After stabilization of fibrin, together with the shaped elements of the primary red blood clot forming, two main processes of the postcoagulable phase begin: spontaneous fibrinolysis and retraction, resulting in the formation of a hemostatically complete final thrombus. Normally, these two processes proceed in parallel. Physiological spontaneous fibrinolysis and retraction contribute to tightening the thrombus and performing hemostatic functions. In this process, an active part is taken by the plasmin (fibrinolytic) system and fibrinase (factor XIIIa). Spontaneous (natural) fibrinolysis reflects a complex reaction between the components of the plasmin system and fibrin. The plasmin system consists of four main components: plasminogen, plasmin (fibrinolysin), activators of fibrinolysis proenzymes and its inhibitors. Violation of the ratios of the components of the plasmin system leads to pathological activation of fibrinolysis.
In clinical practice, the study of the hemostasis system has the following objectives:
- Diagnosis of hemostasis system disorders;
- elucidation of the admissibility of surgical intervention with revealed violations in the hemostasis system;
- monitoring of anticoagulant treatment of direct and indirect action, as well as thrombolytic therapy.
Vascular-platelet (primary) hemostasis
Vascular-platelet, or primary, hemostasis is disturbed by changes in the vascular wall (dystrophic, immunoallergic, neoplastic and traumatic capillaropathies); thrombocytopenia; thrombocytopathy, a combination of capillaropathies and thrombocytopenia.
Vascular component of hemostasis
There are the following indicators characterizing the vascular component of hemostasis.
- Sample pinch. Collect the skin under the clavicle in the crease and make a pinch. In healthy people, no changes occur on the skin either immediately after the pinch, or after 24 hours. If the resistance of the capillaries is impaired, the petechiae or bruising appear on the place of the pinch, especially clearly visible after 24 hours.
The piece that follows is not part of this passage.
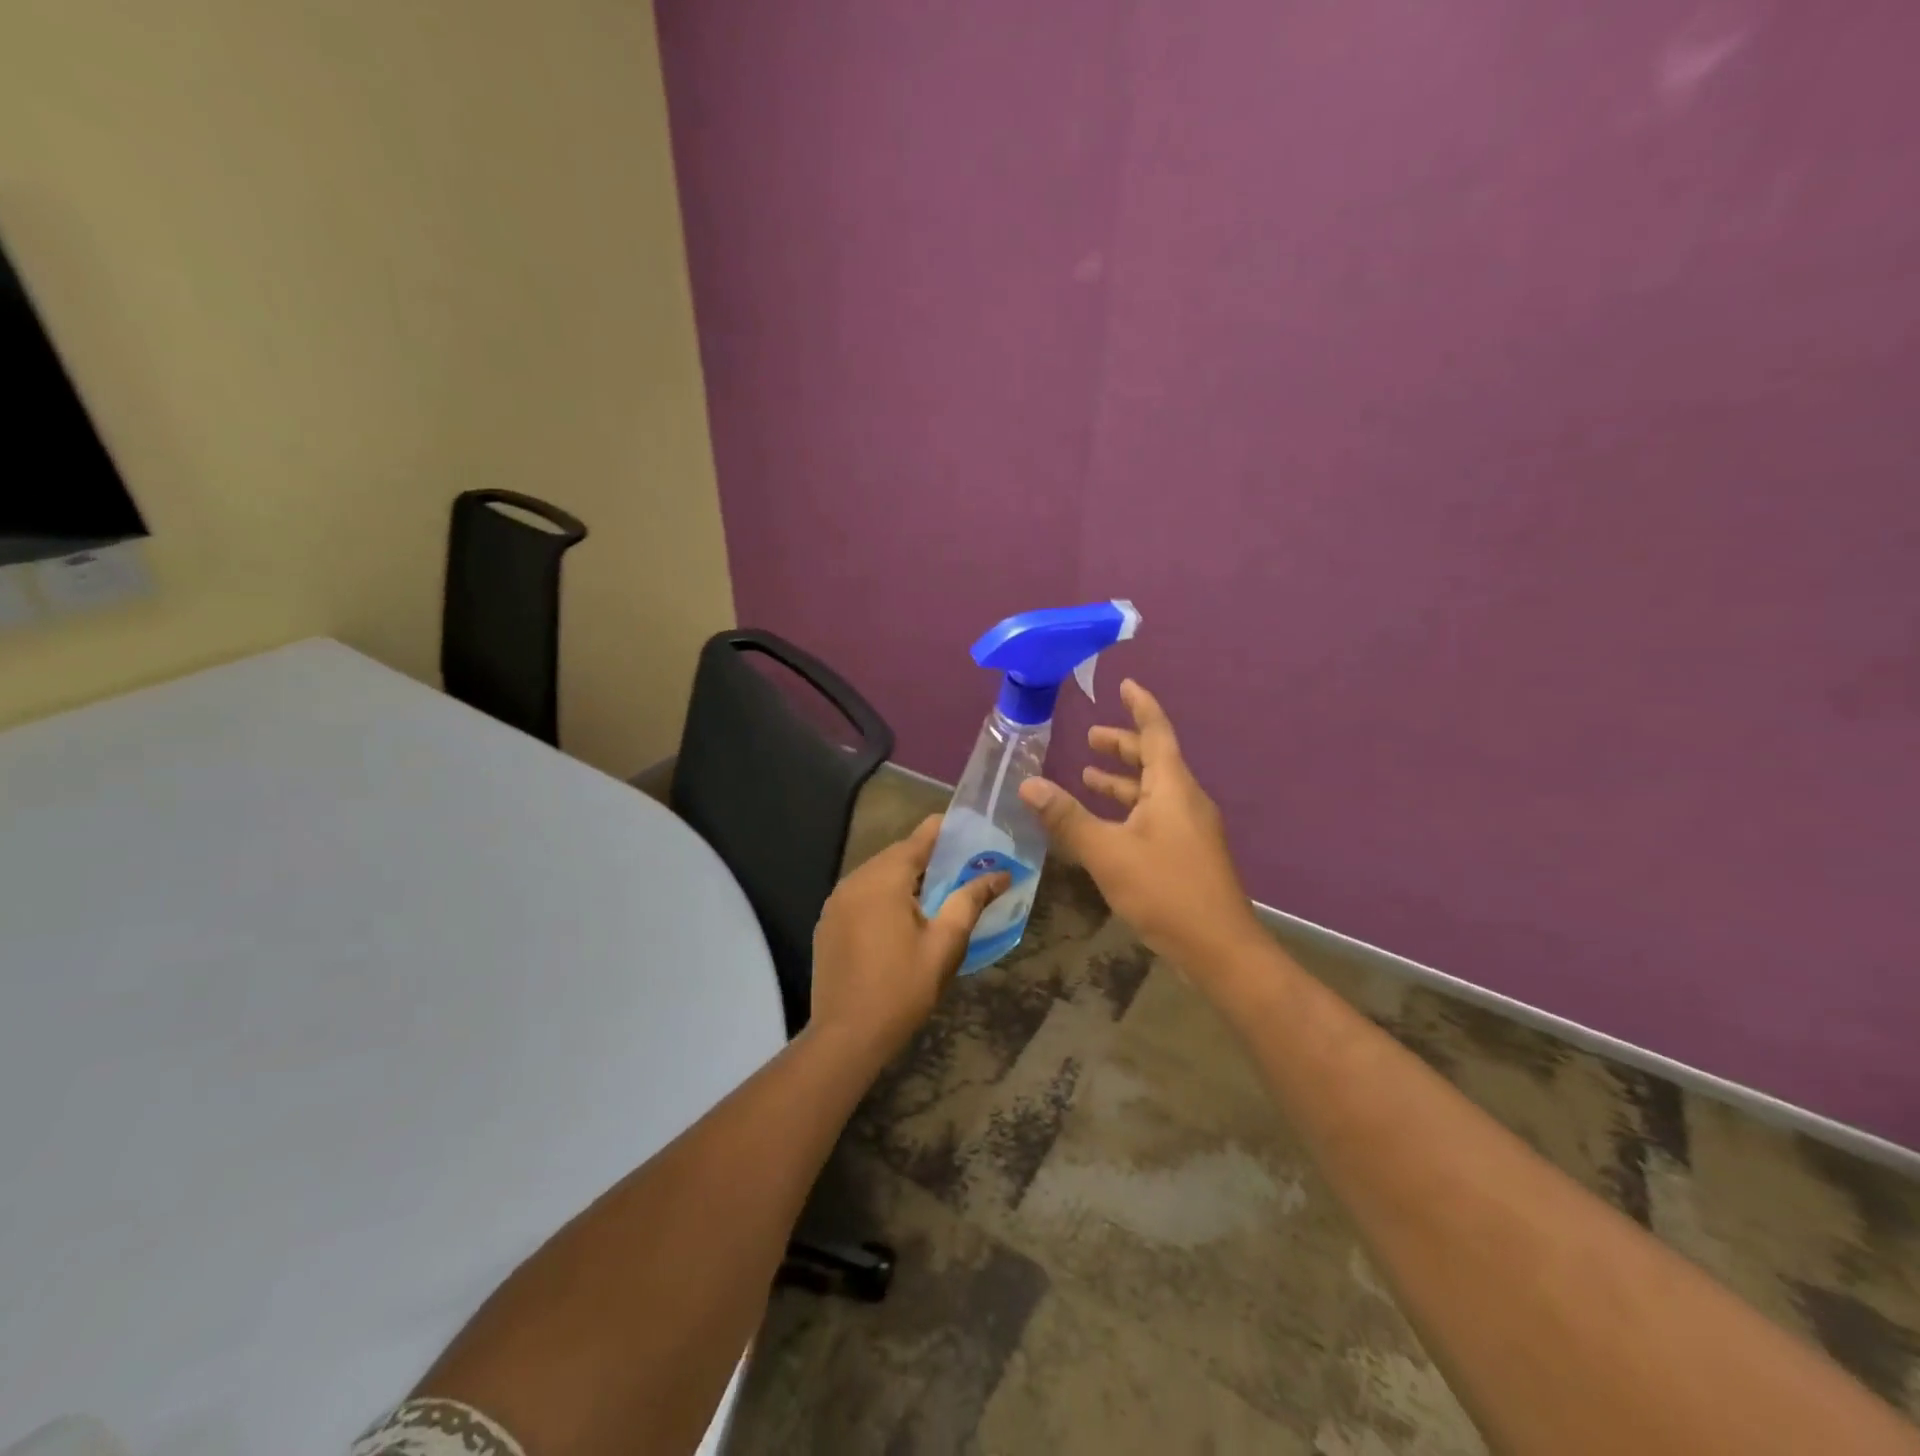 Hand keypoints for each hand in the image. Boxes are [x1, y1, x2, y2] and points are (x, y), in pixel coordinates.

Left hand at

- The sample is harnessed. Leaving 1.5-2 cm down from the fossa of the ulnar vein, draw a circle about 2.5 cm in diameter. On the shoulder, put a cuff of the tonometer and create a pressure of 80 mm Hg. The pressure is kept strictly at the same level for 5 minutes. In the circumscribed circle, all the petechiae appeared. In healthy individuals petechiae are not formed or there are no more than 10 (negative test of the tourniquet). When the resistance of the wall of the capillaries is impaired, the amount of petechiae increases sharply after the test.
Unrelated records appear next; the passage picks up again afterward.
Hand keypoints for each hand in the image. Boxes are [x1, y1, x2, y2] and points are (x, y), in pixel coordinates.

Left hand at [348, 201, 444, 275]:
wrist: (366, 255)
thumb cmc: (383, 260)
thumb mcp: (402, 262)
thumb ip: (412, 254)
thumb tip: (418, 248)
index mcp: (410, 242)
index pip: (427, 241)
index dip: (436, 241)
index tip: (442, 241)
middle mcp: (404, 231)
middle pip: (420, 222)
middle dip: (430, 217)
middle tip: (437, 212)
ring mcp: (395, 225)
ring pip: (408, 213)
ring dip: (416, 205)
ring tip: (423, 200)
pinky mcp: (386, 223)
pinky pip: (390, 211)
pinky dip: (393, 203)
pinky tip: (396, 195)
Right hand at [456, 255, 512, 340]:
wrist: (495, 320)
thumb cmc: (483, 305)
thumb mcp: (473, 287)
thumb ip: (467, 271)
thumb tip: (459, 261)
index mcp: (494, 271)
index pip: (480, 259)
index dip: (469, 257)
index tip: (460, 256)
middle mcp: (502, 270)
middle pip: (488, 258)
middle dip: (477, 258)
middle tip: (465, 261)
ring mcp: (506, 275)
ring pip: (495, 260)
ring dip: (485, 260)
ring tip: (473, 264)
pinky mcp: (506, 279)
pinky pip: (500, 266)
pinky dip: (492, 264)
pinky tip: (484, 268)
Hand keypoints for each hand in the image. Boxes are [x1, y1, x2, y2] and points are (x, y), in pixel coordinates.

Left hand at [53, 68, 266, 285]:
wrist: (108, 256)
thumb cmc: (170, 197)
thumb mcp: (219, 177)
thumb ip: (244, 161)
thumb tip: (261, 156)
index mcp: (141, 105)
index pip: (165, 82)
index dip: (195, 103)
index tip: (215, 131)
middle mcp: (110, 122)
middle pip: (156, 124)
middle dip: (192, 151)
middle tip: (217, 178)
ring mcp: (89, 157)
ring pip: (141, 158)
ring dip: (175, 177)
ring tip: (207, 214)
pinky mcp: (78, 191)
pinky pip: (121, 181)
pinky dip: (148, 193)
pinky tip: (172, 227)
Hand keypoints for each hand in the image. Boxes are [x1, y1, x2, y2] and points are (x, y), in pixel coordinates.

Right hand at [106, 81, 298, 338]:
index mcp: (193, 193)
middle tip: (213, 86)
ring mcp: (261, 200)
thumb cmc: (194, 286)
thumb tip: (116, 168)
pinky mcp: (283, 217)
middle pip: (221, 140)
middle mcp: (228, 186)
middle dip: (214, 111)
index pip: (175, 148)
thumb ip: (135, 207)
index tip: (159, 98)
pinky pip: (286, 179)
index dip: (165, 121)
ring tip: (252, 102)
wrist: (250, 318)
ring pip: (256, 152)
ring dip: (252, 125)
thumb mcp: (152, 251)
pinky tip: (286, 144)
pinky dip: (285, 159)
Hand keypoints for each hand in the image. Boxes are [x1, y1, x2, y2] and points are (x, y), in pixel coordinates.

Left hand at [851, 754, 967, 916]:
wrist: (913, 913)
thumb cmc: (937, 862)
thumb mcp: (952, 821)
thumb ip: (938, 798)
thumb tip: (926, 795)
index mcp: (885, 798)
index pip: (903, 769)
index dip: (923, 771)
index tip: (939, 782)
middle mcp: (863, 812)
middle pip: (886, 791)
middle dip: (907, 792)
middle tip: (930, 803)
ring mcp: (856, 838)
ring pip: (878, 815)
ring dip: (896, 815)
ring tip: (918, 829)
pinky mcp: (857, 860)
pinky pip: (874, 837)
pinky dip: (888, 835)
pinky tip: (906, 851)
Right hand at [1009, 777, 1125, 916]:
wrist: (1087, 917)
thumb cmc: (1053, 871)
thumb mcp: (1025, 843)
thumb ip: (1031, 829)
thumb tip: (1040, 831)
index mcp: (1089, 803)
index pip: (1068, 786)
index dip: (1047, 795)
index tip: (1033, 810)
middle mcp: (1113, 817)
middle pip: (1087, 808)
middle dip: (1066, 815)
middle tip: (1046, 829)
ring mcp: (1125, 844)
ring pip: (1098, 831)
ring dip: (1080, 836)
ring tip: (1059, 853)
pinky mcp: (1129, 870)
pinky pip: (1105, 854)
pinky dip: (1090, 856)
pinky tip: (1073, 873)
Platelet component of hemostasis
The parameters characterizing the platelet component of hemostasis:
- Determination of the duration of bleeding by Duke.
- Counting the number of platelets in the blood.
- Determination of platelet aggregation with ADP.
- Determination of platelet aggregation with collagen.
- Determination of platelet aggregation with adrenaline.
- Determination of platelet aggregation with ristocetin (determination of von Willebrand factor activity).